The Bahamas will have an opportunity to protect the integrity of its offshore banking industry when Attorney General and Minister of Education Alfred Sears takes over as chairman of the Caribbean Financial Action Task Force (CFATF) on Thursday. He succeeds Bonaparte Gautreaus Pineyro of the Dominican Republic.
The chairmanship of CFATF will provide The Bahamas with an opportunity to have a voice in international organizations such as FATF and OECD on issues of money laundering, said Minister Sears.
“Additionally, The Bahamas will benefit from deeper regional ties with our Caribbean partners in the fight against money laundering,” said Minister Sears, the Member of Parliament for Fort Charlotte.
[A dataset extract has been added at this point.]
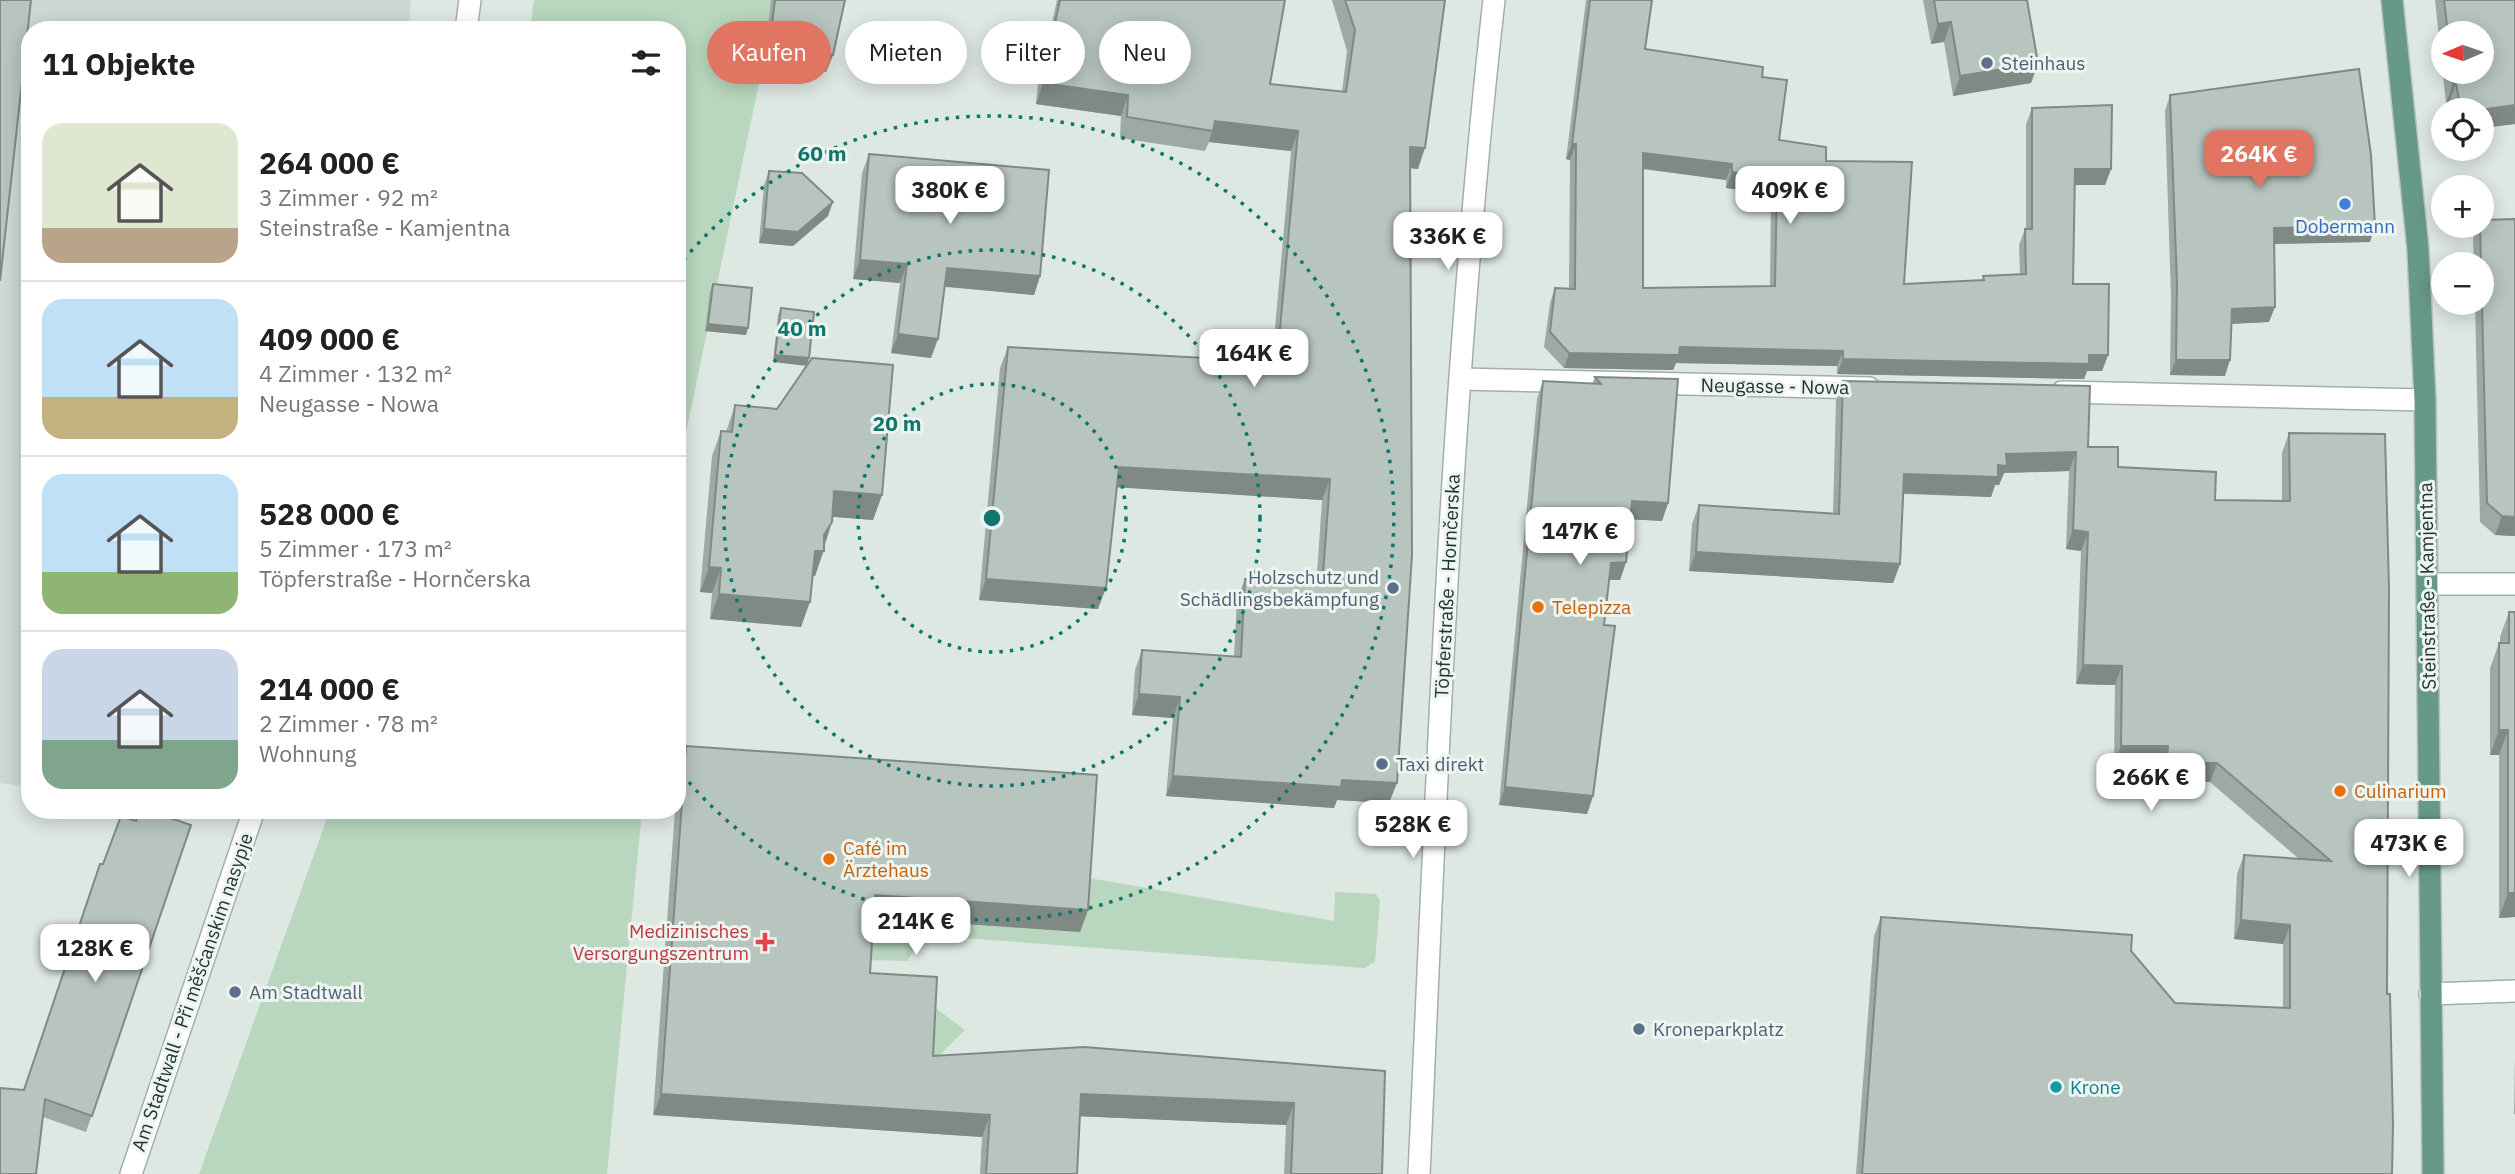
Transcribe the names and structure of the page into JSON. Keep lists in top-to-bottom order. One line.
{"streets":{"main road":["Steinstraße - Kamjentna"],"street":["Neugasse - Nowa","Töpferstraße - Hornčerska","Am Stadtwall - Při měšćanskim nasypje"]},"crossings":[["Neugasse - Nowa","Töpferstraße - Hornčerska"]],"places":{"other":["Steinhaus","Dobermann","Holzschutz und Schädlingsbekämpfung","Telepizza","Taxi direkt","Culinarium","Café im Ärztehaus","Am Stadtwall","Kroneparkplatz","Krone"],"health":["Medizinisches Versorgungszentrum"]},"north":"left","page":{"map_buttons":["+","−"],"chip":["Kaufen","Mieten","Filter","Neu"],"heading":"11 Objekte","list":[{"name":"264 000 €","note":"3 Zimmer · 92 m² · Steinstraße - Kamjentna"},{"name":"409 000 €","note":"4 Zimmer · 132 m² · Neugasse - Nowa"},{"name":"528 000 €","note":"5 Zimmer · 173 m² · Töpferstraße - Hornčerska"},{"name":"214 000 €","note":"2 Zimmer · 78 m² · Wohnung"}],"price":["264K €","380K €","409K €","336K €","164K €","147K €","266K €","528K €","473K €","214K €","128K €"]},"rings":["60 m","40 m","20 m"]}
The Bahamas this week, is hosting the Plenary 16th and Ministerial 8th meetings of the CFATF at the Radisson Cable Beach Resort.
CFATF is an organization of 27 states and territories of the Caribbean basin which have agreed to implement common counter-measures against money laundering.
CFATF’s main activities include self assessment of the degree of implementation of FATF and CFATF recommendations; mutual evaluation of members; and co-ordination of and participation in training and technical assistance programmes.
The mutual evaluation of The Bahamas which was conducted in July this year, headlines the agenda during the plenary sessions.
The mutual evaluation process is conducted by a team of experts, one each in the field of law, finance and law enforcement, and is led by the executive director or deputy director of CFATF.
In the case of The Bahamas, the team consists of officials from Barbados, Suriname, and Montserrat and the executive director of CFATF, Calvin Wilson.
The team conducted a range of interviews with officials in the public and private sectors in an attempt to glean a precise picture of the Bahamas’ money laundering framework.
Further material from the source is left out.